[Opening Material for this exercise section]
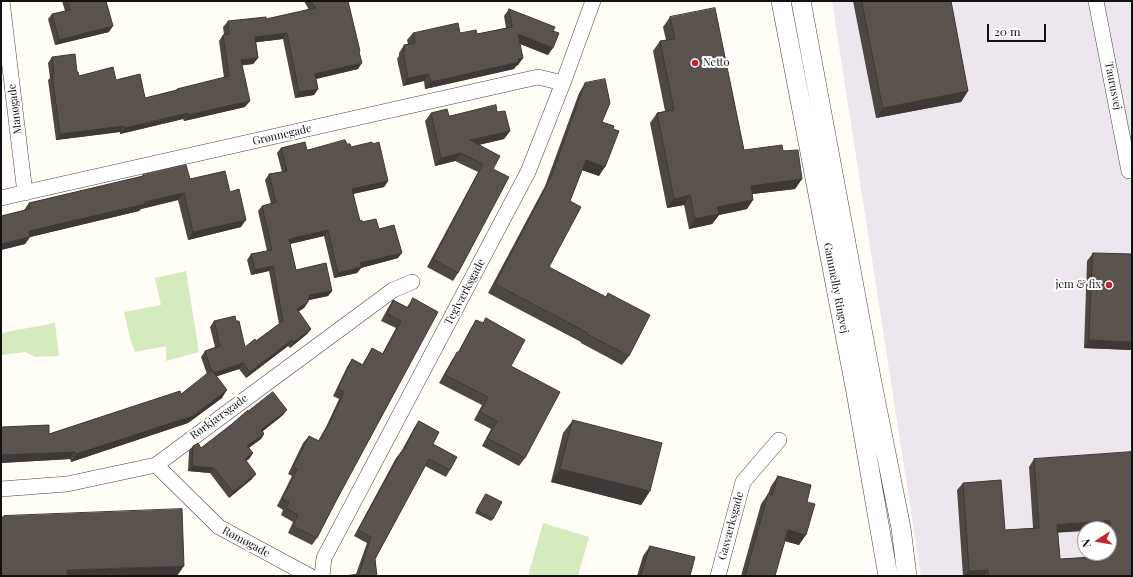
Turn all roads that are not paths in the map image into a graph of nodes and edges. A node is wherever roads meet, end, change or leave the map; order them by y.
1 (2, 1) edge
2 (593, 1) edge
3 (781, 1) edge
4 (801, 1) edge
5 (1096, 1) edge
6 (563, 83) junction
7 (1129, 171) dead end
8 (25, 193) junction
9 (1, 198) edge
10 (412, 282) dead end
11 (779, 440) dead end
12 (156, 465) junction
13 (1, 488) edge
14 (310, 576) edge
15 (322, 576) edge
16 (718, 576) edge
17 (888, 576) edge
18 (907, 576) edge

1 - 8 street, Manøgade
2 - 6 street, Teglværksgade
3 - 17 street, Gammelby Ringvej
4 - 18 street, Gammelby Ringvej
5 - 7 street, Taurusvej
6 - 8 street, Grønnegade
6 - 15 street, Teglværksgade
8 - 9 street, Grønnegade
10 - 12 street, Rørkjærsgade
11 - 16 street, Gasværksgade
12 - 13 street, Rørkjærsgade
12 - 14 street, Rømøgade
[Closing Material for this exercise section]
■ **Exercise goal**
The answer must be the full listing, exact in every line, with the pictures removed.

■ **Task result**
Turn all roads that are not paths in the map image into a graph of nodes and edges. A node is wherever roads meet, end, change or leave the map; order them by y.
1 (2, 1) edge
2 (593, 1) edge
3 (781, 1) edge
4 (801, 1) edge
5 (1096, 1) edge
6 (563, 83) junction
7 (1129, 171) dead end
8 (25, 193) junction
9 (1, 198) edge
10 (412, 282) dead end
11 (779, 440) dead end
12 (156, 465) junction
13 (1, 488) edge
14 (310, 576) edge
15 (322, 576) edge
16 (718, 576) edge
17 (888, 576) edge
18 (907, 576) edge

1 - 8 street, Manøgade
2 - 6 street, Teglværksgade
3 - 17 street, Gammelby Ringvej
4 - 18 street, Gammelby Ringvej
5 - 7 street, Taurusvej
6 - 8 street, Grønnegade
6 - 15 street, Teglværksgade
8 - 9 street, Grønnegade
10 - 12 street, Rørkjærsgade
11 - 16 street, Gasværksgade
12 - 13 street, Rørkjærsgade
12 - 14 street, Rømøgade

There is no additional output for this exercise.